Hanya ada amarah namun bukan cemburu. Apakah aku benar-benar mencintainya?

Perlahan Lucy membuka matanya dan bangkit untuk duduk. Aku bisa melihat gaun sutranya yang panjang berwarna pink muda sangat menggoda. Belahan dadanya sangat rendah sehingga dadanya hanya tertutup separuh saja.

"Kenapa, James?"

"Kenapa? Kenapa katamu? Aku melihat kalian sore ini… dan kamu masih bertanya kenapa?"

"James, tugasku sudah selesai. Perananku sebagai istrimu berakhir setelah Mike lahir."

"Apa maksudmu? Aku tidak mengerti Luc."

"Tidak usah berpura-pura James sayang. Kita sama-sama tahu dramanya sudah berakhir kalau kesepakatan ayah kita sudah tercapai."

Bagaikan ada halilintar menyambar kepalaku. Aku benar-benar kaget dengan ucapannya. Kesepakatan apa? Drama apa?

"Apa maksudmu?"

"Oh jadi James the great son tidak tahu apa-apa ya. Betapa indah hidupmu James. Sudah lama ayahku berhutang besar pada ayahmu, James. Dan saat kamu memilihku di hari perkenalan kita, aku tidak punya pilihan lain kan." Lucy berkata sinis.
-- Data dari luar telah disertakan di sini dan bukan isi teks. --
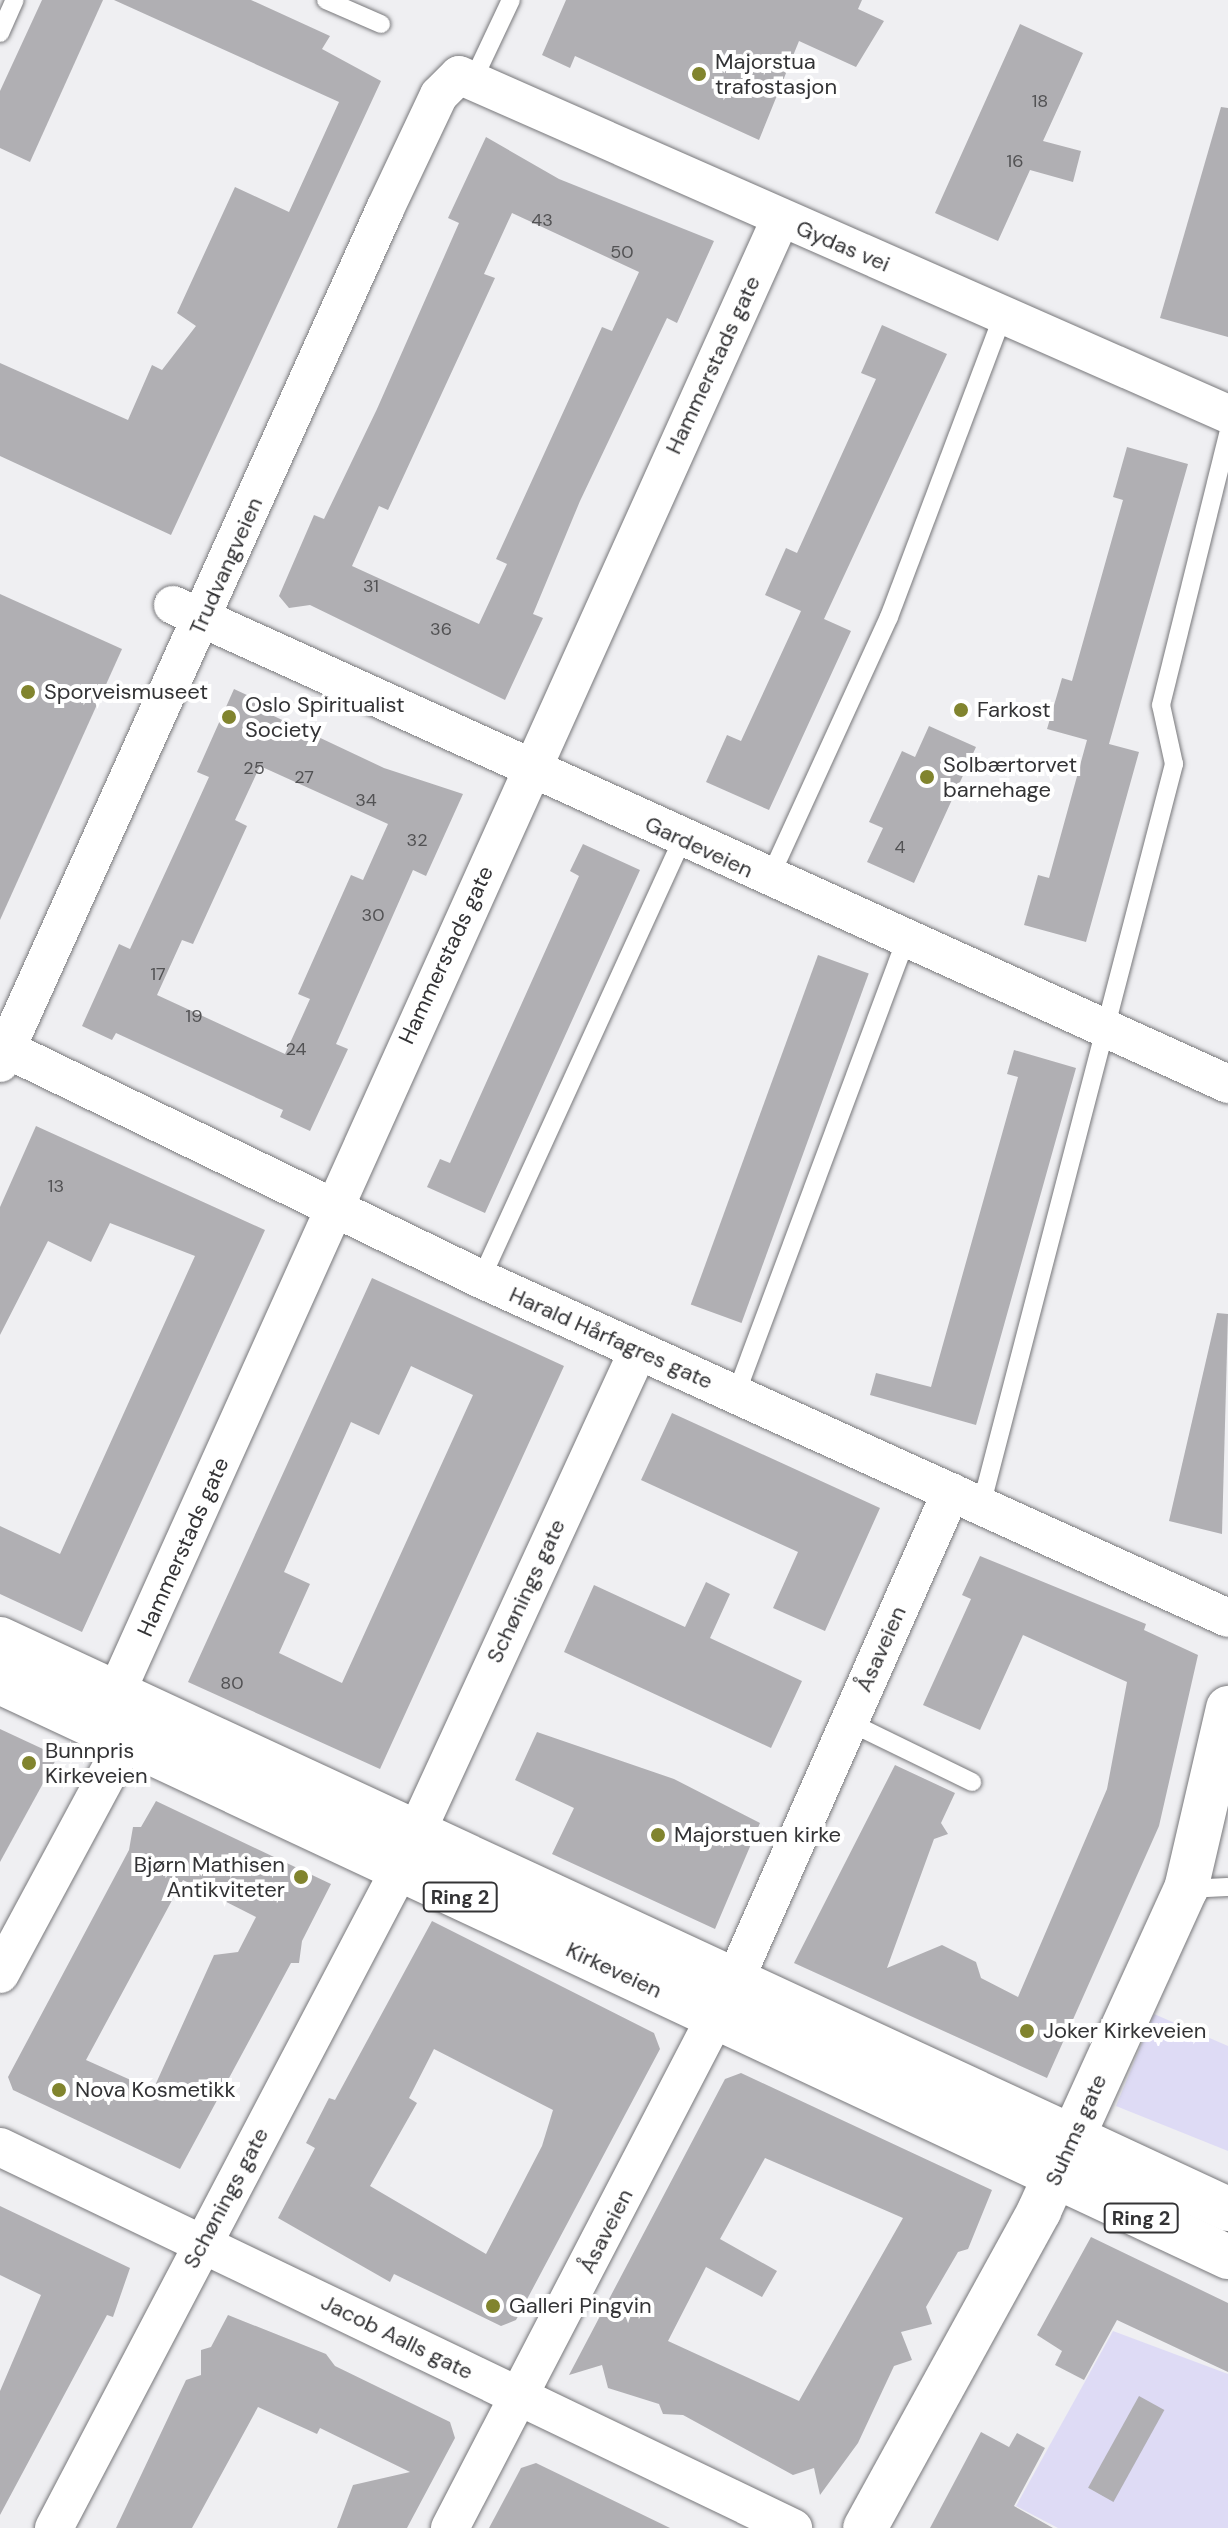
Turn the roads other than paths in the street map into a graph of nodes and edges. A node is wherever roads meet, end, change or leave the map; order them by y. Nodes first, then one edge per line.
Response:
1 (15, 0) edge
2 (326, 0) edge
3 (511, 0) edge
4 (381, 24) dead end
5 (0, 33) edge
6 (467, 76) junction
7 (780, 220) junction
8 (1003, 315) junction
9 (1228, 414) edge
10 (1228, 434) edge
11 (188, 612) junction
12 (532, 769) junction
13 (682, 839) junction
14 (769, 879) junction
15 (905, 941) junction
16 (1107, 1034) junction
17 (2, 1052) edge
18 (1228, 1084) edge
19 (335, 1208) junction
20 (481, 1279) junction
21 (638, 1351) junction
22 (736, 1394) junction
23 (966, 1499) junction
24 (1228, 1618) edge
25 (0, 1639) edge
26 (0, 1682) edge
27 (116, 1693) junction
28 (1228, 1708) edge
29 (849, 1722) junction
30 (126, 1740) junction
31 (972, 1782) dead end
32 (408, 1851) junction
33 (1207, 1888) edge
34 (0, 1974) edge
35 (724, 2000) junction
36 (1073, 2136) junction
37 (0, 2147) edge
38 (1055, 2178) junction
39 (1228, 2209) edge
40 (204, 2241) junction
41 (1228, 2257) edge
42 (519, 2397) junction
43 (54, 2528) edge
44 (450, 2528) edge
45 (793, 2528) edge
46 (865, 2528) edge

1 - 5 lane
2 - 4 lane
3 - 6 lane
6 - 7 street, Gydas vei
6 - 11 street, Trudvangveien
7 - 8 street, Gydas vei
7 - 12 street, Hammerstads gate
8 - 9 street, Gydas vei
8 - 14 lane
10 - 16 lane
11 - 12 street, Gardeveien
11 - 17 street, Trudvangveien
12 - 13 street, Gardeveien
12 - 19 street, Hammerstads gate
13 - 14 street, Gardeveien
13 - 20 lane
14 - 15 street, Gardeveien
15 - 16 street, Gardeveien
15 - 22 lane
16 - 18 street, Gardeveien
16 - 23 lane
17 - 19 street, Harald Hårfagres gate
19 - 20 street, Harald Hårfagres gate
19 - 27 street, Hammerstads gate
20 - 21 street, Harald Hårfagres gate
21 - 22 street, Harald Hårfagres gate
21 - 32 street, Schønings gate
22 - 23 street, Harald Hårfagres gate
23 - 24 street, Harald Hårfagres gate
23 - 29 street, Åsaveien
25 - 27 main road, Kirkeveien / Ring 2
26 - 30 main road, Kirkeveien / Ring 2
27 - 32 main road, Kirkeveien / Ring 2
28 - 33 main road, Suhms gate
29 - 31 lane
29 - 35 street, Åsaveien
30 - 32 main road, Kirkeveien / Ring 2
30 - 34 street
32 - 35 main road, Kirkeveien / Ring 2
32 - 40 street, Schønings gate
33 - 36 main road, Suhms gate
35 - 36 main road, Kirkeveien / Ring 2
35 - 38 main road, Kirkeveien / Ring 2
35 - 42 street, Åsaveien
36 - 38 main road, Suhms gate
36 - 39 main road, Kirkeveien / Ring 2
37 - 40 street, Jacob Aalls gate
38 - 41 main road, Kirkeveien / Ring 2
38 - 46 main road, Suhms gate
40 - 42 street, Jacob Aalls gate
40 - 43 street, Schønings gate
42 - 44 street, Åsaveien
42 - 45 street, Jacob Aalls gate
"Saat Mike sudah lahir seharusnya peranku sudah selesai James. Sekarang aku ingin menikmati hidupku. Besok pengacaraku akan mengirimkan dokumen perceraian ke kantormu."
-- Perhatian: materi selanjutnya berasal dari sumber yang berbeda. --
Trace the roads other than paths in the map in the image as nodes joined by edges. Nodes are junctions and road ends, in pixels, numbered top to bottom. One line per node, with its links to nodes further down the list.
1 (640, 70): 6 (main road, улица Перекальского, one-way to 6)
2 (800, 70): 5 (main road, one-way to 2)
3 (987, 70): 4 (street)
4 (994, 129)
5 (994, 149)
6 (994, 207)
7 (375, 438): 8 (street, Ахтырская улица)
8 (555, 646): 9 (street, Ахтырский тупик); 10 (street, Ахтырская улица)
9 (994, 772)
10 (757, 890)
Hatiku bagaikan tersayat sembilu. Potongan teka-teki yang ada di kepalaku lengkaplah sudah. Aku tidak tahu kesepakatan apa yang dibuat ayahku dengan ayah Lucy. Tapi penjelasan Lucy sudah lebih dari cukup untuk aku memahami kondisi yang ada.
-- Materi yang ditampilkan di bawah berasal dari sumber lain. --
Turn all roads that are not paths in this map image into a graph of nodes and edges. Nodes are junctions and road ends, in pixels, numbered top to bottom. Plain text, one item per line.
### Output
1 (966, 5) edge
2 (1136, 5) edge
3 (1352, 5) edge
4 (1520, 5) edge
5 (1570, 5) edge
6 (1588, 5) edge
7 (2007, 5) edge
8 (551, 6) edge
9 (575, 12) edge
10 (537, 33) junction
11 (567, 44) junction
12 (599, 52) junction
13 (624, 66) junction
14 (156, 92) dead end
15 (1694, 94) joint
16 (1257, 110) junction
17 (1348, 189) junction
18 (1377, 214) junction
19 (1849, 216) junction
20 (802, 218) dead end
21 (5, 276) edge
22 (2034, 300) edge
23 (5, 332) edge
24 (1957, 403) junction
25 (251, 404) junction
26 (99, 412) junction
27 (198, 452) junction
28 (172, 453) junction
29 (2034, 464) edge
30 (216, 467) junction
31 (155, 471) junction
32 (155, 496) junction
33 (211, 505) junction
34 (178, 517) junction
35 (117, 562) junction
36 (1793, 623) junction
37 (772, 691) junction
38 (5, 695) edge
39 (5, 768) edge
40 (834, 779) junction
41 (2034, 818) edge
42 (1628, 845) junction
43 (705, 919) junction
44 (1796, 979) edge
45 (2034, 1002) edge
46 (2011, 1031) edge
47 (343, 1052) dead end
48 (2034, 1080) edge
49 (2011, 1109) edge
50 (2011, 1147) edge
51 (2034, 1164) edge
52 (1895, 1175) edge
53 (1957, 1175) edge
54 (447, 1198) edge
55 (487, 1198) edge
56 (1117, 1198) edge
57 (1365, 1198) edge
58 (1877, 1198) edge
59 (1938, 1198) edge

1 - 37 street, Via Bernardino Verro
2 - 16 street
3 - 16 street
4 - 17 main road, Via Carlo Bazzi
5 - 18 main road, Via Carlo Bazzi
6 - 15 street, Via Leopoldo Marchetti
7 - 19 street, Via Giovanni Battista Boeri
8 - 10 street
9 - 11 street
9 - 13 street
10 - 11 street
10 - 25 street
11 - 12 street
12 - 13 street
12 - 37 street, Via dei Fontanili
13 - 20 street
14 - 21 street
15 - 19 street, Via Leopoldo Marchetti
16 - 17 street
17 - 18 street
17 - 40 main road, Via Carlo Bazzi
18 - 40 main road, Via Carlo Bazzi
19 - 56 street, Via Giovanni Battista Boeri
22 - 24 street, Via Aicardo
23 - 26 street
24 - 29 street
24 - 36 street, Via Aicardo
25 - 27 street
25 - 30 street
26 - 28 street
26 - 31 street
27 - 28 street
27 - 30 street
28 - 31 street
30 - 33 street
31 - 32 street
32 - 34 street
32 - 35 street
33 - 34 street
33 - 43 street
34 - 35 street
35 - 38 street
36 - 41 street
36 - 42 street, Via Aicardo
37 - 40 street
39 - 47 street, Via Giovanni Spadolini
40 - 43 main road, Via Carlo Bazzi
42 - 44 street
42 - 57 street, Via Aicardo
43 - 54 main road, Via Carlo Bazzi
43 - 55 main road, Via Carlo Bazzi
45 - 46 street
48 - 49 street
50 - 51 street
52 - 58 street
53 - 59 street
"Lucy…, tolong pertimbangkan kembali. Mike baru empat tahun. Dia membutuhkan kita berdua."

Lucy tersenyum manis, "sebenarnya James, bercerai ataupun tidak, tidak ada efeknya buat aku. Aku juga tidak berminat menikah lagi. Bahkan aku bisa menikmati fasilitas karena menjadi bagian keluarga Marcus. Tapi aku ingin kebebasan, James. Bebas"

"Kalau kamu ingin aku tetap menjadi ibu buat Mike, jangan halangi aku. Aku bebas melakukan apapun."

Terbayang di kepalaku pipi montok Mike yang kemerahan kalau menangis. Dan betapa cerewetnya anak itu sekarang. Mike anak yang lincah dan cerdas. Aku ingin Mike mendapatkan keluarga yang lengkap, walaupun itu berarti harus mengorbankan diriku.

"Baiklah Lucy kalau itu yang kau inginkan. Aku bisa menjalaninya." Aku menjawab lemas.

Dan hari itu adalah hari terakhir aku menginjakkan kaki di kamar utama. Keesokan harinya, kamar kerjaku mempunyai penghuni baru yaitu tempat tidur. Kami tidak pernah lagi sekamar.